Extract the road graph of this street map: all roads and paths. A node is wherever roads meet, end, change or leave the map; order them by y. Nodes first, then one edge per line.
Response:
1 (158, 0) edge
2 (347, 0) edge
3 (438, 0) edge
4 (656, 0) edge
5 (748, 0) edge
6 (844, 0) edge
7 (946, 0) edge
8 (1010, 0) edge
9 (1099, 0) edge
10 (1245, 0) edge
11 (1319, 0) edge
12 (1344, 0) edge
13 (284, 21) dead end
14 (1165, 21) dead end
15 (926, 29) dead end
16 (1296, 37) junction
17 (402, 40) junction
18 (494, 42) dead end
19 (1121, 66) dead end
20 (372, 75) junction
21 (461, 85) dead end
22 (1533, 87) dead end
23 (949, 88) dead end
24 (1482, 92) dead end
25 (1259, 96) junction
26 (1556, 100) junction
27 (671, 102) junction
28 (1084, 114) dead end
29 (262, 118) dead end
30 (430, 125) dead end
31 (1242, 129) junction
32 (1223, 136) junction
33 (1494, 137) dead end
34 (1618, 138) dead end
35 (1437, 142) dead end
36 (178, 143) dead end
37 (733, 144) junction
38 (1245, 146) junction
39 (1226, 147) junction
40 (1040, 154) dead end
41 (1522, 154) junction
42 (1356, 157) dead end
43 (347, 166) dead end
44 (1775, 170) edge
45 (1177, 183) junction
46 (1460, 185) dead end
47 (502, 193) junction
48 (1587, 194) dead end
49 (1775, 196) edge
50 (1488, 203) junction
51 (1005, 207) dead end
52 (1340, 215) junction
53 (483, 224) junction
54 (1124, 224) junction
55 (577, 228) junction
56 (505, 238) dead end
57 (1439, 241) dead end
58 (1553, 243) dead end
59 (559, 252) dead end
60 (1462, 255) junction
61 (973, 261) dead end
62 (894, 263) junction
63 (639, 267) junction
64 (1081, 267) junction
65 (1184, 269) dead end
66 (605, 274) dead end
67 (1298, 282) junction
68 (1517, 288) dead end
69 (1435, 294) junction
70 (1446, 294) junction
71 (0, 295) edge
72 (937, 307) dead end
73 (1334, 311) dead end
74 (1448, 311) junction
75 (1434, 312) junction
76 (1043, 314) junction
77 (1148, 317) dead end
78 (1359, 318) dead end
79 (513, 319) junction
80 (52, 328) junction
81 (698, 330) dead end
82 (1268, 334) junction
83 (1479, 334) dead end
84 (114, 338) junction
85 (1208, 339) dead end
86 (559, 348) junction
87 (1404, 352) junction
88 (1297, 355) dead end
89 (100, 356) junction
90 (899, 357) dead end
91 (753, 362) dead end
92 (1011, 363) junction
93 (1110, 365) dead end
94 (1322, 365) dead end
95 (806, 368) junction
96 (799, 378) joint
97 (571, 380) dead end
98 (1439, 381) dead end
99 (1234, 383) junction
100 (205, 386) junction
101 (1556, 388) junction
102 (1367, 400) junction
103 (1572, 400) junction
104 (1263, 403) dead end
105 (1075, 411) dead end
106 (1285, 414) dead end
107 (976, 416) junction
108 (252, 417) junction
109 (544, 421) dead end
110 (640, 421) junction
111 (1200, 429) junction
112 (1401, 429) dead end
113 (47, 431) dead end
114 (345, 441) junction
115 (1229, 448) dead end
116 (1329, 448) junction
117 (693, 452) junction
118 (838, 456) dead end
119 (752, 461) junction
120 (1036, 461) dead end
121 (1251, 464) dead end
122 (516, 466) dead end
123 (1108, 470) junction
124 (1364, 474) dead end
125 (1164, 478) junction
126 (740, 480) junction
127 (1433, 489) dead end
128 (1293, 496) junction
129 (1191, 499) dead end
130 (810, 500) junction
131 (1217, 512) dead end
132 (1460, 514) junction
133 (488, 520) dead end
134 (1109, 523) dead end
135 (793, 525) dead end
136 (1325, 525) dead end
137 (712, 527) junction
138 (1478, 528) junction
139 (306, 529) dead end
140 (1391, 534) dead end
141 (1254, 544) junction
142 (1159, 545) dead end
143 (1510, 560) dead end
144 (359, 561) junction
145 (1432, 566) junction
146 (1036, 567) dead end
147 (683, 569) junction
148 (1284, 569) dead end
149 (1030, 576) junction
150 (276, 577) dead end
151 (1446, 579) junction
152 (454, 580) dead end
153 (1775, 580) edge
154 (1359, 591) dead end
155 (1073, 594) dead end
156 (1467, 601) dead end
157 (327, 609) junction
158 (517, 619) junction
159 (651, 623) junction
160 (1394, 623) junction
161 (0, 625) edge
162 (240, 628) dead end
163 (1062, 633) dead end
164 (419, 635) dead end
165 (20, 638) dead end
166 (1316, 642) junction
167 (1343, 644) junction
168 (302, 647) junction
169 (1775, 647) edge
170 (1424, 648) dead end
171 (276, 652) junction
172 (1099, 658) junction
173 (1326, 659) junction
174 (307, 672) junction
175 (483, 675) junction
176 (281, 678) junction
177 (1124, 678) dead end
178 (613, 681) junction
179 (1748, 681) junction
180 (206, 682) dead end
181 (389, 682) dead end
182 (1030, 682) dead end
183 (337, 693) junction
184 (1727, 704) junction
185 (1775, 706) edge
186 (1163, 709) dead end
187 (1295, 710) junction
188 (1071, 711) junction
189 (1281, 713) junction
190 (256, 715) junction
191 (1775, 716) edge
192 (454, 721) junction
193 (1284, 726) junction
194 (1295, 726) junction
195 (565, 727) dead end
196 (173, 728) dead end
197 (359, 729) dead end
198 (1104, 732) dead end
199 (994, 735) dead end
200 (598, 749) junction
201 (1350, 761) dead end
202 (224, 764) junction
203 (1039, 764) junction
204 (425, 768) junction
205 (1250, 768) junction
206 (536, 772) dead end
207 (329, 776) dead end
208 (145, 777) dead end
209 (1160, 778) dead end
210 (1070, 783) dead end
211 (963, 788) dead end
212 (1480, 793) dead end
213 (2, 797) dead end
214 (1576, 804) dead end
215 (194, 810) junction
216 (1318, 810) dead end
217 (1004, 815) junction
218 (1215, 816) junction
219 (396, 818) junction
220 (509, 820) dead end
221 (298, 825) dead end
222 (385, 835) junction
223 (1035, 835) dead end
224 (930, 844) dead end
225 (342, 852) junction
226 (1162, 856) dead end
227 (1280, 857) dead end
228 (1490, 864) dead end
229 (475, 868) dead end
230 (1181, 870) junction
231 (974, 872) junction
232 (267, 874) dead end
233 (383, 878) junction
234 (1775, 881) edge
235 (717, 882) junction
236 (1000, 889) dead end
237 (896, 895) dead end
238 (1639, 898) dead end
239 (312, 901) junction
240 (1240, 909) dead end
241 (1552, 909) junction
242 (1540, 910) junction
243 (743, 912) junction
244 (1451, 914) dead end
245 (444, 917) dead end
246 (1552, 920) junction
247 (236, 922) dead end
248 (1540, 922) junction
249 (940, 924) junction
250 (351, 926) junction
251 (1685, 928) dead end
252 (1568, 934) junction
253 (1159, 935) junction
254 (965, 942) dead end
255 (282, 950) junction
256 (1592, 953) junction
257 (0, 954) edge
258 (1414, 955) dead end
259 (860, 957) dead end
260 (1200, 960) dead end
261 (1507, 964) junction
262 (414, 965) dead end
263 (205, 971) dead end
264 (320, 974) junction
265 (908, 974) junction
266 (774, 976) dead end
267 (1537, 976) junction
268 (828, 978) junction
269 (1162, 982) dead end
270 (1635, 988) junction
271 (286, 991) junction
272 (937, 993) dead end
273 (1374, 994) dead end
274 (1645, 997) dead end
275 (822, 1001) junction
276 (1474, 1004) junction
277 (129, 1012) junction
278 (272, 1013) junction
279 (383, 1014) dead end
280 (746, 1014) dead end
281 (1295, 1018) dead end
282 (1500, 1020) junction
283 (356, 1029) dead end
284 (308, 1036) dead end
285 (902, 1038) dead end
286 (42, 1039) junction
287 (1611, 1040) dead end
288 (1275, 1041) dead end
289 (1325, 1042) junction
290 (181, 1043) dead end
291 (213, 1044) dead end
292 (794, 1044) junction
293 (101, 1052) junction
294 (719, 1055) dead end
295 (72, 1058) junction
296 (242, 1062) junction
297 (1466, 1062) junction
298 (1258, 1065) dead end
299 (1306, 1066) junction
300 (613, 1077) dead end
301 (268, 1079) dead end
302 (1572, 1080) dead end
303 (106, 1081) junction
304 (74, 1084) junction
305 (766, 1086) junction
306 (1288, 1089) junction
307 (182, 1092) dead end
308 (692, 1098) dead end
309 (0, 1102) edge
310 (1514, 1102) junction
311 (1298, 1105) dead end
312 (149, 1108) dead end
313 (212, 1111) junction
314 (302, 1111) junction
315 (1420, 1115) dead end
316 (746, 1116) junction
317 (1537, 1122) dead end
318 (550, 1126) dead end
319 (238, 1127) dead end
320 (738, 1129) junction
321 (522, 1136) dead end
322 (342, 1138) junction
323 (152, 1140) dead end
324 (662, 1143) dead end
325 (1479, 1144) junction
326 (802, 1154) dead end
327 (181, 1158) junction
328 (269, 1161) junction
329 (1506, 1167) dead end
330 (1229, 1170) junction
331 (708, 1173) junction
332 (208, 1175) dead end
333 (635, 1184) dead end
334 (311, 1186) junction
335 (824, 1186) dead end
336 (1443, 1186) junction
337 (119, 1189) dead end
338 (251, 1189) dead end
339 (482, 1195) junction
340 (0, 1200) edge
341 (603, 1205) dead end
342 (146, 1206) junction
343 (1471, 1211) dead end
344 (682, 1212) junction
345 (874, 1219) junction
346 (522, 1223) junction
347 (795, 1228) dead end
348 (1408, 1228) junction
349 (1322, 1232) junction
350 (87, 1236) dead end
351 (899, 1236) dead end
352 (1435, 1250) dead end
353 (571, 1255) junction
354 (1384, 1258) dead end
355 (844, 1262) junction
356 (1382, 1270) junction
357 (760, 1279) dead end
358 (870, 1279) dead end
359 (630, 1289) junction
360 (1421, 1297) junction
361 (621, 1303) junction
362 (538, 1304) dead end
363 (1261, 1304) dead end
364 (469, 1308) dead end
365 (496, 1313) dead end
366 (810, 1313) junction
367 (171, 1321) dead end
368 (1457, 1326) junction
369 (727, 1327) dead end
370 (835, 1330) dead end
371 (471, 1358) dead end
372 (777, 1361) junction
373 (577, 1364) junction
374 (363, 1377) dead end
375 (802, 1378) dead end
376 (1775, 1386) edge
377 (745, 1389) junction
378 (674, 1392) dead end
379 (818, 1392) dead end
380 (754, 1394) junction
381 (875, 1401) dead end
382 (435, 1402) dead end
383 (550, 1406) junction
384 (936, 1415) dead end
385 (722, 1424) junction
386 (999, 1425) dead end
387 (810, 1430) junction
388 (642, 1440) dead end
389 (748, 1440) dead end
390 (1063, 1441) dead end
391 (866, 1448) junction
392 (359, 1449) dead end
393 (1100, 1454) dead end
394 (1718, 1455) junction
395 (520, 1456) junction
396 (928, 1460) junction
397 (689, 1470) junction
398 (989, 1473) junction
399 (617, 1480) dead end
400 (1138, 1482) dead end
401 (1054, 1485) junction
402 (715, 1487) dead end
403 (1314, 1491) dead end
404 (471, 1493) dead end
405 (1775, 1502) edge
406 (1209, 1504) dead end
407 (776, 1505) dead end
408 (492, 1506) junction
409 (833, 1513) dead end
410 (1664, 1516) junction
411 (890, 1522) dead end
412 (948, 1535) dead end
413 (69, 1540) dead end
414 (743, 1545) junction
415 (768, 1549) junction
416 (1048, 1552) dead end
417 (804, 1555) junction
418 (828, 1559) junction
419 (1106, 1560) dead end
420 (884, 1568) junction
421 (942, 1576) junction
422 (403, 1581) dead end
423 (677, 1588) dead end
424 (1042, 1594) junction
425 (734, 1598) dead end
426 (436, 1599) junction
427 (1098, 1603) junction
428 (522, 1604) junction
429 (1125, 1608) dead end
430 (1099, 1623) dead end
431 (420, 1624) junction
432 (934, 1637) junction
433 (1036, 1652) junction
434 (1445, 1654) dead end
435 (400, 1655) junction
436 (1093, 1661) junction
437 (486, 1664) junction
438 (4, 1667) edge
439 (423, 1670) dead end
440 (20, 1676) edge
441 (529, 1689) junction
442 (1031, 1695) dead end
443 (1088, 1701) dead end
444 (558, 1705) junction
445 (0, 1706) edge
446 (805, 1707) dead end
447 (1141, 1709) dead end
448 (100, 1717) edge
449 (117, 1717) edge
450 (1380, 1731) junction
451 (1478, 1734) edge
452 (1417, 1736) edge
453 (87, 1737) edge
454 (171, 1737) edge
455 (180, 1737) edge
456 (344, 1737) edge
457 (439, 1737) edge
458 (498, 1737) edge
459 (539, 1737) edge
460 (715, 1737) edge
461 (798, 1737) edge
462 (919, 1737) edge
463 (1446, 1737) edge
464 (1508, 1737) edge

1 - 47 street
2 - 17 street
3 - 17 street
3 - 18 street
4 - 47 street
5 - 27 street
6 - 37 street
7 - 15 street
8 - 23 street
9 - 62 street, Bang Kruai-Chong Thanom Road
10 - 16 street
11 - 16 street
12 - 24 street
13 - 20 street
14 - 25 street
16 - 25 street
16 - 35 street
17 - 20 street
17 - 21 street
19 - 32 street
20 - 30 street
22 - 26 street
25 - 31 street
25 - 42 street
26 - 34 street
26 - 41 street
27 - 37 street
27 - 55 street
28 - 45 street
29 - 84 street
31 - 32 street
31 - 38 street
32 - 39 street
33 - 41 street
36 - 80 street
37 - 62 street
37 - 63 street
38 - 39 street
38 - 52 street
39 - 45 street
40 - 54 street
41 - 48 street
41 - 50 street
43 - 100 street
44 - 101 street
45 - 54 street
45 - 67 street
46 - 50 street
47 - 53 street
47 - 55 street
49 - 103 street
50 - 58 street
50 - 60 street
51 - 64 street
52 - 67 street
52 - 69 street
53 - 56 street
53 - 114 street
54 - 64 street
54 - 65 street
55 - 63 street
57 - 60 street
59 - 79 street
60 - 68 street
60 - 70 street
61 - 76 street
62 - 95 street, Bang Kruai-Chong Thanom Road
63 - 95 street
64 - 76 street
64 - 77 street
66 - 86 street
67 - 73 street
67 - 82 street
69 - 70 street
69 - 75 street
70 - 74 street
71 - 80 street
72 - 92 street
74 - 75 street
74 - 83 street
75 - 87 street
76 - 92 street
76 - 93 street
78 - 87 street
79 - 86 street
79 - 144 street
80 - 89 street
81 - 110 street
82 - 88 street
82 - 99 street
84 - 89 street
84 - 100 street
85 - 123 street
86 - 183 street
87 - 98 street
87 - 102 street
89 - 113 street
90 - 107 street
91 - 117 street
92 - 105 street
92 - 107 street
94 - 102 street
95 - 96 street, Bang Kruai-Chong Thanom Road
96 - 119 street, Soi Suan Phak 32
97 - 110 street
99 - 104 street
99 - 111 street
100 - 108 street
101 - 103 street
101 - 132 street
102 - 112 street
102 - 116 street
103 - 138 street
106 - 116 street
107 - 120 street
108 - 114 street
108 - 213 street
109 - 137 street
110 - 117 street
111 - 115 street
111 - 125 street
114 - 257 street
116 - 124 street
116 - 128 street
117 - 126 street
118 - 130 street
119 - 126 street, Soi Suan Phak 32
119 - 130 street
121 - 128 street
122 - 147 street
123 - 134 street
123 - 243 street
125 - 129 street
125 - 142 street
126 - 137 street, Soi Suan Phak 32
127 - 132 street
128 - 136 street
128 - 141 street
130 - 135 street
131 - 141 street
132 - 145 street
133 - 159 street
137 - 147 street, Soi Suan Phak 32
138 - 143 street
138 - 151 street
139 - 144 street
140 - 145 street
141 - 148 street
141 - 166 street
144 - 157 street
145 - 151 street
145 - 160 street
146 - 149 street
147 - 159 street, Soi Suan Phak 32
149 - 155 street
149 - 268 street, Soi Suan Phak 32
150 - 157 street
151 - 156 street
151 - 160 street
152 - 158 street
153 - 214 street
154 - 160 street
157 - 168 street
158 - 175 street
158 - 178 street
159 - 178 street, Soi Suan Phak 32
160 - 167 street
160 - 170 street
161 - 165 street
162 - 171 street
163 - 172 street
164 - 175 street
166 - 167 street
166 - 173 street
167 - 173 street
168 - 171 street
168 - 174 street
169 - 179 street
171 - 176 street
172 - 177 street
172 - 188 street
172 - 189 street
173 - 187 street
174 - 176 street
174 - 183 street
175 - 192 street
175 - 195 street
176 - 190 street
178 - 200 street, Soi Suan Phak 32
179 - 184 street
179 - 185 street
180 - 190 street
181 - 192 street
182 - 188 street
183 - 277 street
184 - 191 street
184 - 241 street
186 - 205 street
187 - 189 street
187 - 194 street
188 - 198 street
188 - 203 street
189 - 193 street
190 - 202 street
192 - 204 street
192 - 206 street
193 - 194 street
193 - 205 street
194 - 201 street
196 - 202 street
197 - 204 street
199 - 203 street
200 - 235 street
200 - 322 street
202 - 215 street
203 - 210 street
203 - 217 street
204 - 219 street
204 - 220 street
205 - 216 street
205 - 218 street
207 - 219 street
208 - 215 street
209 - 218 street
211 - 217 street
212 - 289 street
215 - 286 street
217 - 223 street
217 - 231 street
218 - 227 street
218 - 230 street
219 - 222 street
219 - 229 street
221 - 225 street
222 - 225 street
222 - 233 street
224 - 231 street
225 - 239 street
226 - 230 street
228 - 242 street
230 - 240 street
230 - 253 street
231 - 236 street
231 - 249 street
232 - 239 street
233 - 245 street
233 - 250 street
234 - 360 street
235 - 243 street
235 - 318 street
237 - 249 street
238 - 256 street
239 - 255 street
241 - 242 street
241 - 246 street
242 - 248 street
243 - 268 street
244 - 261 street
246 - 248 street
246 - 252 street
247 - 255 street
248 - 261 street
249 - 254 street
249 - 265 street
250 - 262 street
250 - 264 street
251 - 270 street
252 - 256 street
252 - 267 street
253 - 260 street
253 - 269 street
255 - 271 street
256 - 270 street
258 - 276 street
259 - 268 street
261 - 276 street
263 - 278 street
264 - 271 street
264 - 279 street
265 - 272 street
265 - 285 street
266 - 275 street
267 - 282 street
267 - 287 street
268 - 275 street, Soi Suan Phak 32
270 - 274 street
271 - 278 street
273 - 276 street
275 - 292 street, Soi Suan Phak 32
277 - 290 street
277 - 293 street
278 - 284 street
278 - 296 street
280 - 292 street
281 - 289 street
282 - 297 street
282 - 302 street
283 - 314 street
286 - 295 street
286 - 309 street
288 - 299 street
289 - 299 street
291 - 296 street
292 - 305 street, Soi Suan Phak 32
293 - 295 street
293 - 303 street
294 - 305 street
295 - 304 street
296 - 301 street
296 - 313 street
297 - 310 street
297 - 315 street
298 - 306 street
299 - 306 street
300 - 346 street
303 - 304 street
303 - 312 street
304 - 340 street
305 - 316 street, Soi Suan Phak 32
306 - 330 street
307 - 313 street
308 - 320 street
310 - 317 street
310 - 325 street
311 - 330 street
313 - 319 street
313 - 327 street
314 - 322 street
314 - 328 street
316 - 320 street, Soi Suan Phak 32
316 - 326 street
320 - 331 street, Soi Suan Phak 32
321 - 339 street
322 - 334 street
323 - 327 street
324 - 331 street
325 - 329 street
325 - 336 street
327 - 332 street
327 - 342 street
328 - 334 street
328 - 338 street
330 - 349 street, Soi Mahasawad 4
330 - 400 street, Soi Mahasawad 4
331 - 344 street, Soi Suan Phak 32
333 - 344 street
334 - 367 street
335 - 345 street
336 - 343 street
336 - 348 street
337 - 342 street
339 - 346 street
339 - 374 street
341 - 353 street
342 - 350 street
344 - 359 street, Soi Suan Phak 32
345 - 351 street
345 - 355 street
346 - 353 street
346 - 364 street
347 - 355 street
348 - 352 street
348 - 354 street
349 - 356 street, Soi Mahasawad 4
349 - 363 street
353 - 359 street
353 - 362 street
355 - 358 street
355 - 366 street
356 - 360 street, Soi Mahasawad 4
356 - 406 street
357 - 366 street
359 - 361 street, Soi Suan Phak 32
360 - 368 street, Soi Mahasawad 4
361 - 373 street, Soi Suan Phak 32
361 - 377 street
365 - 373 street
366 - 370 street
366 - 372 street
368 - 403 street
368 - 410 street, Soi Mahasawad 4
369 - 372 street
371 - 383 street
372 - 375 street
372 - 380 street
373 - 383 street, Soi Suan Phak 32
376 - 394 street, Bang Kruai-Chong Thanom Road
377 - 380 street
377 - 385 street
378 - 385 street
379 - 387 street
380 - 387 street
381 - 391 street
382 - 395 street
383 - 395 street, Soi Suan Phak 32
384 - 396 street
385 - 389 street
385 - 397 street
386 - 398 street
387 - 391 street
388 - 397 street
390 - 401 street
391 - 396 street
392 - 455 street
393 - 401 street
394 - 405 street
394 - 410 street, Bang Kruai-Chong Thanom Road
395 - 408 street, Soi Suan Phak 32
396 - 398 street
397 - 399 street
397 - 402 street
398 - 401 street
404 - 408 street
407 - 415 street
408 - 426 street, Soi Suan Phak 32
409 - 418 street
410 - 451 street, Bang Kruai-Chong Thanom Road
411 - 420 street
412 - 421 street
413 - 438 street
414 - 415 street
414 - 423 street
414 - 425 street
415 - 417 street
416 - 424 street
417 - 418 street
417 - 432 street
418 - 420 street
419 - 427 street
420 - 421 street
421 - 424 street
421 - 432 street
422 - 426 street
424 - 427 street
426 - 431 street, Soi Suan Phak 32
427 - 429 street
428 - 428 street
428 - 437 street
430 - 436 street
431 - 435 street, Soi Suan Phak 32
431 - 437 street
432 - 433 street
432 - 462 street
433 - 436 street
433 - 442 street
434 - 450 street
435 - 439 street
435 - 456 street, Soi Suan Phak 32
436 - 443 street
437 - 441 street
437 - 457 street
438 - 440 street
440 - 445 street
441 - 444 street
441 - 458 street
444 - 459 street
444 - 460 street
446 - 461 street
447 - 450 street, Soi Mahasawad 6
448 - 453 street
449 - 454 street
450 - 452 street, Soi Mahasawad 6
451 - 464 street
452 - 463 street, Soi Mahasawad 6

§ Instructions for the task:
Every line of the listing that includes the word "Kruai" forms the answer.

§ Answer section:
9 - 62 street, Bang Kruai-Chong Thanom Road
62 - 95 street, Bang Kruai-Chong Thanom Road
95 - 96 street, Bang Kruai-Chong Thanom Road
376 - 394 street, Bang Kruai-Chong Thanom Road
394 - 410 street, Bang Kruai-Chong Thanom Road
410 - 451 street, Bang Kruai-Chong Thanom Road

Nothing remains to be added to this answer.